The hills of Hollywood are alive with Oscar fever. After watching the Golden Globes, often considered to be the precursor of who will score a big one on Academy Award night, I’m rooting (and voting) for my favourites. But this year it’s a tough call, because in the Best Actor category particularly there are exceptional performances and all so totally different. The Golden Globes give more than one award in each acting category, so Leonardo DiCaprio won Best Dramatic Actor for his riveting performance as Howard Hughes in The Aviator, but Jamie Foxx in Ray — a superb interpretation of Ray Charles — won Best Comedy Actor. Now they’re both competing along with the superb Johnny Depp and Clint Eastwood, so this really is a tough call. The same goes for Hilary Swank in Million Dollar Baby (drama) and Annette Bening in Being Julia (comedy). They both won the Globe in their category but they will be against each other again for the Best Actress Oscar as they were in 2000.
What most people seem to agree about is that it’s time the Academy gave the Best Director Oscar nod to Martin Scorsese — he’s been overlooked too many times, and with The Aviator, an absolutely stunning film, he really should win it. There are fewer than 6,000 voters for the Oscars and it’s often called a popularity contest, so Clint Eastwood, who is dearly beloved in Hollywood, has a great chance with Million Dollar Baby. However, as much as I admire him, I’m still keeping my fingers crossed for Scorsese.
Americans are overweight but Britons are catching up fast, and if one often eats out, it’s a constant struggle to maintain one’s weight. This is always brought home to me more in the States, where so many restaurants pride themselves on giving their customers massive portions. In one restaurant recently I checked the menu, trying to find something that wouldn’t feed a family of six, and discovered a ‘40oz double rib-eye steak with wild mushrooms, mashed potatoes and creamy au poivre sauce’. Forty ounces is actually two and a half pounds (I can only think in imperial measures; thank God America still does) but it’s far too much food. Then there was ‘Australian lobster tail — two pounds of lobster meat garnished with scampi and a whipped hot butter and cream sauce’. However, that’s a mere snack compared with the breakfast special advertised on a local TV station: ‘Three eggs — any style — sausages, hash brown, toast, bacon and pancakes with maple syrup. All you can eat for $4.99!’ No wonder America has an obesity problem.
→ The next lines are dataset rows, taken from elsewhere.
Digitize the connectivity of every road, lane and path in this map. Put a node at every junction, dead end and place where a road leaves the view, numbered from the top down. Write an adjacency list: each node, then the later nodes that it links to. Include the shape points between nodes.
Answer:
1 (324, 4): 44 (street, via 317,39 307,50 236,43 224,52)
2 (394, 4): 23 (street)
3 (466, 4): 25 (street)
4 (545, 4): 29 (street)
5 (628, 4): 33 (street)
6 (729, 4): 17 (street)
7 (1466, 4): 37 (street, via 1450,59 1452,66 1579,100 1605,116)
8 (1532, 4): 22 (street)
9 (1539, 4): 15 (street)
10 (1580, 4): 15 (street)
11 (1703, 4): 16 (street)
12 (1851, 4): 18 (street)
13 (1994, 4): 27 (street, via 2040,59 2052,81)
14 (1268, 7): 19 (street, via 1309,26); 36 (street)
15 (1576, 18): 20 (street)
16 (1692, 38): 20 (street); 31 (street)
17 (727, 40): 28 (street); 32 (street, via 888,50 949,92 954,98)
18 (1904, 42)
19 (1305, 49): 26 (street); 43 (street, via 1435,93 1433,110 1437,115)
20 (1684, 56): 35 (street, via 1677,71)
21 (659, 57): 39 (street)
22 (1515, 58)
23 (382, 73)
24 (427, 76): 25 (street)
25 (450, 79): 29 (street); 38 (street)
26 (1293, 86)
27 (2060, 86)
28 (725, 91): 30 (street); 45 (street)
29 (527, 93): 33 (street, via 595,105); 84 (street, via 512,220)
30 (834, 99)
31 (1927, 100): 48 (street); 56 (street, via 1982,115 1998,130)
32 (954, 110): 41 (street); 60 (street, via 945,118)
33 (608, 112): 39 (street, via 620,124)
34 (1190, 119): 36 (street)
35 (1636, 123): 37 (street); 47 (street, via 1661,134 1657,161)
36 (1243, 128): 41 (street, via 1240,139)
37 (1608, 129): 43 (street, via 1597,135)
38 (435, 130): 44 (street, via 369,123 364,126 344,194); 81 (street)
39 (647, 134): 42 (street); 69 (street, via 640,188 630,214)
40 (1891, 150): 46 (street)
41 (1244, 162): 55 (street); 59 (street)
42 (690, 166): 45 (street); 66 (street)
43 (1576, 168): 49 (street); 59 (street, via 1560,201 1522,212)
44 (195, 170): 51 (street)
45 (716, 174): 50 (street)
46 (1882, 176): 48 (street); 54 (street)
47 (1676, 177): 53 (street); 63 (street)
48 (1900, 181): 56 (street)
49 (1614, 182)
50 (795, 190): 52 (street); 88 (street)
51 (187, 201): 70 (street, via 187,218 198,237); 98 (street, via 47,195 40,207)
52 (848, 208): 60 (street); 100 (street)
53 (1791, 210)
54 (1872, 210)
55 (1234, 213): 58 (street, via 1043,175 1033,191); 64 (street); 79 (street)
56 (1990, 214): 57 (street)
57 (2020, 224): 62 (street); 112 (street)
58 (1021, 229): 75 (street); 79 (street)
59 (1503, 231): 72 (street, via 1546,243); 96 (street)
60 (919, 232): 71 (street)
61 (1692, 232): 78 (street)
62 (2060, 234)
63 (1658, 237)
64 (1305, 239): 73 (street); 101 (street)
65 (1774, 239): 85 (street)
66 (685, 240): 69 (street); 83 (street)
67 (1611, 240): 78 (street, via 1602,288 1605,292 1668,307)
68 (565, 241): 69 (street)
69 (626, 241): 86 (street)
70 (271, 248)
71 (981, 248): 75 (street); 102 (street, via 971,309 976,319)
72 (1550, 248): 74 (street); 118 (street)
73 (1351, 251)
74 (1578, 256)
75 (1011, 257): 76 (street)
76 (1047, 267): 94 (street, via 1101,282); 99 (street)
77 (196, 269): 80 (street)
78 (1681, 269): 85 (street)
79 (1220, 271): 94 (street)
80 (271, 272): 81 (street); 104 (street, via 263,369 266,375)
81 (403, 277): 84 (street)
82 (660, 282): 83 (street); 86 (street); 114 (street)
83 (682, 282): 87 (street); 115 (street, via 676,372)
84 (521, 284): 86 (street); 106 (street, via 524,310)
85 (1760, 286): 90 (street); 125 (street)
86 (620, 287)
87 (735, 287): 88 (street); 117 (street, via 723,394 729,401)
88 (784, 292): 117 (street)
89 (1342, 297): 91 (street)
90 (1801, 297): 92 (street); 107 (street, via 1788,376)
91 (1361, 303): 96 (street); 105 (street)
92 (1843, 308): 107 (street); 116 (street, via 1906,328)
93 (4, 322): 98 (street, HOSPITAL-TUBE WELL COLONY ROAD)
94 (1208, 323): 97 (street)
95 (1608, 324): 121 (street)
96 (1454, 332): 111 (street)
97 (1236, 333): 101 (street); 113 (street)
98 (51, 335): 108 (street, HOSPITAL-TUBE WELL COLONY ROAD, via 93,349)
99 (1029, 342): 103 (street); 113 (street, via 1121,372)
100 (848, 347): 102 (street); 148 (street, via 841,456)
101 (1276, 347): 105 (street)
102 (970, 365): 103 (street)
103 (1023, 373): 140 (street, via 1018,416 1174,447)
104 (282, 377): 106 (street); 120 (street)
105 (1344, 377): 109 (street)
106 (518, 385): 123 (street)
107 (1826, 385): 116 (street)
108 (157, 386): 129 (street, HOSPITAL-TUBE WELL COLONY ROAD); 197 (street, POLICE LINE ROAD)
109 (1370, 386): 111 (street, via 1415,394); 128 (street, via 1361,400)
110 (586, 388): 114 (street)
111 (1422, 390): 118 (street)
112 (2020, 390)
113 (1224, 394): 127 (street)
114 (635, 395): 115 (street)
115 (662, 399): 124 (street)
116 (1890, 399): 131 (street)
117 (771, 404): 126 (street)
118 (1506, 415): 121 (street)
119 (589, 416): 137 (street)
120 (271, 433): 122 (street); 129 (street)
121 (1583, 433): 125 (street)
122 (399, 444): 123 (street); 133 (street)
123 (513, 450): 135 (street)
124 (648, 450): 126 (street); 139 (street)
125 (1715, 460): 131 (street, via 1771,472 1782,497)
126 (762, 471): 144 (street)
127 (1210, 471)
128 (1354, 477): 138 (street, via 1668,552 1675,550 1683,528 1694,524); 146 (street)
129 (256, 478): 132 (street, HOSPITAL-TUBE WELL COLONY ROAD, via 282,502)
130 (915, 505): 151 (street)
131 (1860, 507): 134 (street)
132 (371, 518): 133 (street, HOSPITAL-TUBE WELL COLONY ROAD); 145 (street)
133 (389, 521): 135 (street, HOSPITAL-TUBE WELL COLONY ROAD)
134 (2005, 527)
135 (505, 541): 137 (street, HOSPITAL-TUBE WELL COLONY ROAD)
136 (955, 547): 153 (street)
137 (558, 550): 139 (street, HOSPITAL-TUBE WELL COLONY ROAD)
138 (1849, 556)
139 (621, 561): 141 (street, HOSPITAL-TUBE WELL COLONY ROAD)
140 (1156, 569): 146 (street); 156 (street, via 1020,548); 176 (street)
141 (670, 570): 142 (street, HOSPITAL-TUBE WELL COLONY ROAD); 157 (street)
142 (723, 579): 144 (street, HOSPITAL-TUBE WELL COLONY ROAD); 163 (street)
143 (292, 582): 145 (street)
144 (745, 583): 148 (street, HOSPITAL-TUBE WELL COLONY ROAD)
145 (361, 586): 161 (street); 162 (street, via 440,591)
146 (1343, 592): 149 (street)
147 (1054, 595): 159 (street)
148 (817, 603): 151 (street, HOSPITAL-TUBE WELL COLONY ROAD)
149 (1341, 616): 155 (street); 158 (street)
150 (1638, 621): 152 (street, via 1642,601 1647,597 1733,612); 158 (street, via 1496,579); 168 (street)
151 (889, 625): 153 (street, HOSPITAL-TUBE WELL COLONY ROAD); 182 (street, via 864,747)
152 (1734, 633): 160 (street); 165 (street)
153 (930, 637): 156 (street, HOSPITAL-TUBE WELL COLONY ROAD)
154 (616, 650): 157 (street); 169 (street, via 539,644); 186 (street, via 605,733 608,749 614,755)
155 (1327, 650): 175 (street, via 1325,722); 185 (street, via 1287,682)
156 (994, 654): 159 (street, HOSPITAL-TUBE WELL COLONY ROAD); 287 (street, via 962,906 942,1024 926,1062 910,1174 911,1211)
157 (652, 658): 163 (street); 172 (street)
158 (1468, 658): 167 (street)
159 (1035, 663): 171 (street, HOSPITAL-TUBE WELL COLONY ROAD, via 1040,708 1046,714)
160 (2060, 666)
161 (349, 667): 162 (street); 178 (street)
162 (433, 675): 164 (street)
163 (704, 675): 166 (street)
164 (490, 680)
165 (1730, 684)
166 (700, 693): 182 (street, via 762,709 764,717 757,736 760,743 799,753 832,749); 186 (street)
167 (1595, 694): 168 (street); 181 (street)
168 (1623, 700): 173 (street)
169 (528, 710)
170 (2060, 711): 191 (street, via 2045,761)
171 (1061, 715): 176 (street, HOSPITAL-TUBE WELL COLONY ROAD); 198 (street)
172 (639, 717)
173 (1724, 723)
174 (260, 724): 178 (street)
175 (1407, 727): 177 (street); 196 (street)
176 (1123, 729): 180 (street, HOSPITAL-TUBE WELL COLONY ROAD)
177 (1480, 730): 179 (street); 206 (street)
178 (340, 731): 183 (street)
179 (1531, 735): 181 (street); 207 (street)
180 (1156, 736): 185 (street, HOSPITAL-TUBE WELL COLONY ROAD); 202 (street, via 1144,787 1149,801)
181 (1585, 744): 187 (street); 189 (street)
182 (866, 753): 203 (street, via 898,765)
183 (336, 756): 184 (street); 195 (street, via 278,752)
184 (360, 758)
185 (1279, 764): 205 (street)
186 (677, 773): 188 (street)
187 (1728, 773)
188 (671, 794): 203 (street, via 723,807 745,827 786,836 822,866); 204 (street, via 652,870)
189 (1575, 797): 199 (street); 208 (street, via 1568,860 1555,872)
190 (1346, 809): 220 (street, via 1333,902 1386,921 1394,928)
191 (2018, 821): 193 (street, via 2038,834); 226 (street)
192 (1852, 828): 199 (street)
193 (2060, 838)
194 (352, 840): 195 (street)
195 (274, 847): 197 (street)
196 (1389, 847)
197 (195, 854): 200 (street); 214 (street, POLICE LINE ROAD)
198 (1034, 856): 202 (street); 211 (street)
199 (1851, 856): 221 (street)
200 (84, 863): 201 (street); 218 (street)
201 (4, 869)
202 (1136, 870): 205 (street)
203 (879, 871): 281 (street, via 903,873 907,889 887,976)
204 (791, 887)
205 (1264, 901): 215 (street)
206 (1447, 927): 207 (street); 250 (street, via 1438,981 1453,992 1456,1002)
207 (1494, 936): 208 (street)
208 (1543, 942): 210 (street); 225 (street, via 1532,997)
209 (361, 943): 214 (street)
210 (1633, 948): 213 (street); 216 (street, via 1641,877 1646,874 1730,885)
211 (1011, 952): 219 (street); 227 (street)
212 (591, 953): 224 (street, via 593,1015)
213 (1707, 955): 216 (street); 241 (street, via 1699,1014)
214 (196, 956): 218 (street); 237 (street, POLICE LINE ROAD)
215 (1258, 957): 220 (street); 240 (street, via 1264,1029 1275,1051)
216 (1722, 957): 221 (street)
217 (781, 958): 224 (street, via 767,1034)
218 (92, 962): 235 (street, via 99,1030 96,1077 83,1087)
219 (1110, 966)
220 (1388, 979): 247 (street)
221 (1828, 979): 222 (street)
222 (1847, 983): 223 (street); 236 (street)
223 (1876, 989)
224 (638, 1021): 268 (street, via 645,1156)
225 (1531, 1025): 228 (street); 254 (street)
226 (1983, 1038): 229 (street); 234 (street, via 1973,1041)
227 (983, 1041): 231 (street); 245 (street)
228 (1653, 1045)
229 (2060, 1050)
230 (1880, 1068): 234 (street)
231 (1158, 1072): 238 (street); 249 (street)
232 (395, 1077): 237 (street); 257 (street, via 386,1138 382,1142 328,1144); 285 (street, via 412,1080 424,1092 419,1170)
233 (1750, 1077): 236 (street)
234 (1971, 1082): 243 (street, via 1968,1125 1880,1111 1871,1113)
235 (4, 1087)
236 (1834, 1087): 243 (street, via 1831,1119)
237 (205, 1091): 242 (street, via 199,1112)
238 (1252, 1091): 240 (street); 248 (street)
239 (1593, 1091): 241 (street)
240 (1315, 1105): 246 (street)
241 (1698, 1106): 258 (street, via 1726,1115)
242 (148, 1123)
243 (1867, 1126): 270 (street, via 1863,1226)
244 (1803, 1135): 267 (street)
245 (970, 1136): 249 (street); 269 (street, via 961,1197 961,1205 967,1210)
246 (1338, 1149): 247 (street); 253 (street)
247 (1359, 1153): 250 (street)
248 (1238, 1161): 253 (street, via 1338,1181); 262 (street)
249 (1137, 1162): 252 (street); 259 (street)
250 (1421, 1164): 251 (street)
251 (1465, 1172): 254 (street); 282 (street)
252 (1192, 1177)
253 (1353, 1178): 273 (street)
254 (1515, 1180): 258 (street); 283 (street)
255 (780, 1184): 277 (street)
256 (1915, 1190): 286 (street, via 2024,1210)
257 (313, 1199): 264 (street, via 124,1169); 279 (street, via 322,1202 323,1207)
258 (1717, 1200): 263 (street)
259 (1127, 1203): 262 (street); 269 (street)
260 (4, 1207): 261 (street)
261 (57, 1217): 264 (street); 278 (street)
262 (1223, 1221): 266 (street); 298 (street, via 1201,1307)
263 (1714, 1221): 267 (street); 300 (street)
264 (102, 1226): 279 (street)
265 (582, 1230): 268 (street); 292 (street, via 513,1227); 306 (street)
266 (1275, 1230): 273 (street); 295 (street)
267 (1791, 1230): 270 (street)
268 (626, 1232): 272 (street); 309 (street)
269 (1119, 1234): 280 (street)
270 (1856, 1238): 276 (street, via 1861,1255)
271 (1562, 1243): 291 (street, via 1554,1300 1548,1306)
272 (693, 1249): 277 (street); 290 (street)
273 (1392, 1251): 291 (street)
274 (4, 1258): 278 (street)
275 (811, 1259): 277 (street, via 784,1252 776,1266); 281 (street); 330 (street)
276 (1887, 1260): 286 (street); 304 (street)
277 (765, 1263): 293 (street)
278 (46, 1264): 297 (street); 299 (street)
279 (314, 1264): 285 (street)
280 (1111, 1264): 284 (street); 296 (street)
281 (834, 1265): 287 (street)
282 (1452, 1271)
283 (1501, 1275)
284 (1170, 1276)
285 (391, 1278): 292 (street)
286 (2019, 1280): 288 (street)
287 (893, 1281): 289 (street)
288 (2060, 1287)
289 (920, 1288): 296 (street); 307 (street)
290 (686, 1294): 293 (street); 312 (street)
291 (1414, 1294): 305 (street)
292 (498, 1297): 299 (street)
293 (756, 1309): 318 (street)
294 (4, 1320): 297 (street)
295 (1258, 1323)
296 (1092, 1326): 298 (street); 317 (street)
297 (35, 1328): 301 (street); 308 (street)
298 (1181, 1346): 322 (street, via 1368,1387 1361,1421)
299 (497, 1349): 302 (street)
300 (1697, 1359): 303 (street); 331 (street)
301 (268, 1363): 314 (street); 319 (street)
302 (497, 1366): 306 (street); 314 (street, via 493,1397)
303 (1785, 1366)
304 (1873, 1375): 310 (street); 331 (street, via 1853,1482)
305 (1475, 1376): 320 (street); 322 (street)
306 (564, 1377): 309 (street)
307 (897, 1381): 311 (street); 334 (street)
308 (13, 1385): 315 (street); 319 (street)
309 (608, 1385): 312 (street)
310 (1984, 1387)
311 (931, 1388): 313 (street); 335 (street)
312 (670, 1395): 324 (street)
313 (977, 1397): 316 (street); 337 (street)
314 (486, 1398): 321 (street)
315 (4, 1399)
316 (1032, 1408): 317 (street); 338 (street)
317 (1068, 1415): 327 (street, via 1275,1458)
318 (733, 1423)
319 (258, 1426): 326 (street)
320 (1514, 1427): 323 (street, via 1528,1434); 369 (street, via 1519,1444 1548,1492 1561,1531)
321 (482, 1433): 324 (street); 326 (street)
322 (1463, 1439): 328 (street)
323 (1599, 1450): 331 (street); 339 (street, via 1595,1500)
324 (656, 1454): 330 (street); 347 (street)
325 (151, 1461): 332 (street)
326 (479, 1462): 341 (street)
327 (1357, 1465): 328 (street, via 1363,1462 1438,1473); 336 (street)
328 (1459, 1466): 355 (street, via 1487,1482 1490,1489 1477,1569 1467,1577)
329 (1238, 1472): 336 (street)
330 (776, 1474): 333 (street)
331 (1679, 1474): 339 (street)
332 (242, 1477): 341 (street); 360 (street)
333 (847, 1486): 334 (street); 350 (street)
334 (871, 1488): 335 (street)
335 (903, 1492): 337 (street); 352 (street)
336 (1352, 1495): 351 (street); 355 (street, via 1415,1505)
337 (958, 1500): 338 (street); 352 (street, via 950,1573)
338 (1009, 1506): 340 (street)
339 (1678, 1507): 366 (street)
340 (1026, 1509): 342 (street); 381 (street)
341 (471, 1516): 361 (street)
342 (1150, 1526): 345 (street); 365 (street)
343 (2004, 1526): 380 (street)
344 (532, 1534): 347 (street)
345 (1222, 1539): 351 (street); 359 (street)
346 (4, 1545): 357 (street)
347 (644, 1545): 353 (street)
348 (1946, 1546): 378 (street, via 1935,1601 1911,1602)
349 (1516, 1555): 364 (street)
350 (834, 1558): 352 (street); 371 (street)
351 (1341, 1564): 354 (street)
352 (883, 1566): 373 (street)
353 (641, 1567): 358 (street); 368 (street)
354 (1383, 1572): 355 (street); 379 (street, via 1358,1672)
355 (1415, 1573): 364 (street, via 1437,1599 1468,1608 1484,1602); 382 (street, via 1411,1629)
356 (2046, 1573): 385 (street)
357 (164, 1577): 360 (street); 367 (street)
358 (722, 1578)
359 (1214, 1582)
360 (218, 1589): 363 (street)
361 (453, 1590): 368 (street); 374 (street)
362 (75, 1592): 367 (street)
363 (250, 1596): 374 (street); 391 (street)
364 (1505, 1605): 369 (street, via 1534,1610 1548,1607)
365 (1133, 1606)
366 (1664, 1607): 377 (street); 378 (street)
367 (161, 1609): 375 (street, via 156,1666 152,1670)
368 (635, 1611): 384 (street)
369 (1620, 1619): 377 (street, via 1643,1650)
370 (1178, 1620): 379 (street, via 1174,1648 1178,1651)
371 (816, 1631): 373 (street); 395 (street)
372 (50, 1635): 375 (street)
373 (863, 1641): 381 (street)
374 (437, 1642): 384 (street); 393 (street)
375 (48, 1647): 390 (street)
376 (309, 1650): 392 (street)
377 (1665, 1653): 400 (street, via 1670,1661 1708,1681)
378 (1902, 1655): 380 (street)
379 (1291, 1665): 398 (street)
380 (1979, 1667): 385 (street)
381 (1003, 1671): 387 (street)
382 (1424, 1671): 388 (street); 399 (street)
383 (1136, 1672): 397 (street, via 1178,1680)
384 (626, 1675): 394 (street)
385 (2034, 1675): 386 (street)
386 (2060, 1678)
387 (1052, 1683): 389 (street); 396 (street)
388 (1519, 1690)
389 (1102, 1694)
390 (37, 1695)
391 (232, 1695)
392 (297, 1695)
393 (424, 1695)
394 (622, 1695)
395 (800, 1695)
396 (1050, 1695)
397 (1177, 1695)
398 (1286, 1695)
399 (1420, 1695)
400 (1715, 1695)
America’s beloved talk-show host Johnny Carson died recently and the eulogies were effusive in their respect and admiration. Johnny practically invented late-night TV on The Tonight Show, with his laid-back, self-deprecating Nebraskan style, wildly witty monologues and quick repartee with his guests. I was lucky enough to sit on his couch several times, engaging in the slightly bawdy badinage that is expected of women guests. ‘Don’t forget to flirt with Johnny — you mustn’t get too serious,’ I was instructed by his peripatetic producer, the octogenarian Freddie de Cordova, a legend himself. I didn’t accept Johnny’s sly offers of a dinner date but I did find it fascinating to learn that his first three wives were called respectively Joan, Joanne and Joanna, and his fourth wife was Alexis. I wonder what would have happened if I had gone on that date with him?
Oh Concorde, dear Concorde, how I miss you! Returning to London from New York I was reminded of how wonderful that beautiful old bird was. Three and a half hours to travel 3,000 miles in luxurious surroundings and with the smoothest of rides was bliss compared with today’s subsonic and (to my mind) oldfashioned aeroplanes. This trip consisted of non-stop turbulence all through the night, the video cassette I wanted to watch becoming stuck in the machine and the snoring from several nearby sleeping firstclass passengers sounding like dawn at the pig farm. Bring Concorde back, please she is sorely missed.